Nanoparticle photosensitizers possess technical advantages for photocatalytic reactions due to enhanced light harvesting and efficient charge transport. Here we report synthesis of semiconductor nanoparticles through covalent coupling and assembly of metalloporphyrin with condensed carbon nitride. The resultant nanoparticles consist of light harvesting component from the condensed carbon nitride and photocatalytic sites from the metalloporphyrins. This synergetic particle system effectively initiates efficient charge separation and transport and exhibits excellent photocatalytic activity for CO₂ reduction. The CO production rate can reach up to 57 µmol/(gh) with a selectivity of 79% over competing H₂ evolution. Controlled experiments demonstrate that the combination of light harvesting with photocatalytic activity via covalent assembly is crucial for the high photocatalytic activity. Due to effective charge separation and transfer, the resultant nanoparticle photocatalysts show exceptional photo stability against photo-corrosion under light irradiation, enabling for long-term utilization. This research opens a new way for the development of stable, effective nanoparticle photocatalysts using naturally abundant porphyrin pigments.

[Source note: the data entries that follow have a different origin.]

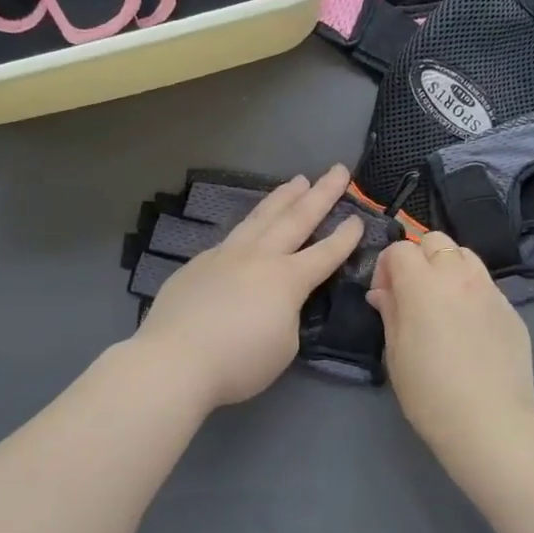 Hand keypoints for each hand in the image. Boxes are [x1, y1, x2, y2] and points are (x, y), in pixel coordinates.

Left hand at [137, 165, 362, 409]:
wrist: (175, 360)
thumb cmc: (239, 362)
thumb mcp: (284, 346)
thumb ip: (288, 315)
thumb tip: (276, 302)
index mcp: (287, 279)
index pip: (325, 253)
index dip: (345, 237)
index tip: (359, 217)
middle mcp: (259, 257)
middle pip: (296, 218)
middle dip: (322, 194)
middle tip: (338, 170)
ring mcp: (225, 256)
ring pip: (260, 217)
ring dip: (283, 197)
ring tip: (297, 180)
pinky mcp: (199, 264)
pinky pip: (231, 238)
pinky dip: (249, 226)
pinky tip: (249, 227)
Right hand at [367, 232, 533, 461]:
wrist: (489, 422)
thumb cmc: (430, 393)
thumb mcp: (396, 353)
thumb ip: (390, 312)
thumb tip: (383, 292)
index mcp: (423, 284)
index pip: (400, 249)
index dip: (386, 267)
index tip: (384, 295)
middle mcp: (460, 276)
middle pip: (436, 241)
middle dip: (419, 258)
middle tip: (413, 293)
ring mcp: (491, 291)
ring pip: (466, 256)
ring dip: (448, 269)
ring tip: (443, 304)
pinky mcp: (512, 310)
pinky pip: (486, 286)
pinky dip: (471, 293)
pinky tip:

由于增强的光收集和有效的电荷传输，纳米粒子光敏剂在光催化反应方面具有技术优势。在这里我们报告通过金属卟啉与缩合的氮化碳的共价偶联和组装来合成半导体纳米颗粒。所得的纳米颗粒由来自浓缩的氮化碳的光收集组分和来自金属卟啉的光催化部位组成。该协同粒子系统有效地启动了有效的电荷分离和传输，并展现出出色的光催化活性，可降低CO ₂。与竞争的H _2相比，CO的生产率最高可达57 µmol /（gh），选择性为79％演化。对照实验表明，通过共价组装将光收集与光催化活性相结合对于高光催化活性至关重要。由于有效的电荷分离和转移，所得纳米粒子光催化剂在光照射下显示出优异的光稳定性，可抵抗光腐蚀，从而可以长期使用。该研究为使用天然富卟啉颜料开发稳定，有效的纳米光催化剂开辟了一条新途径。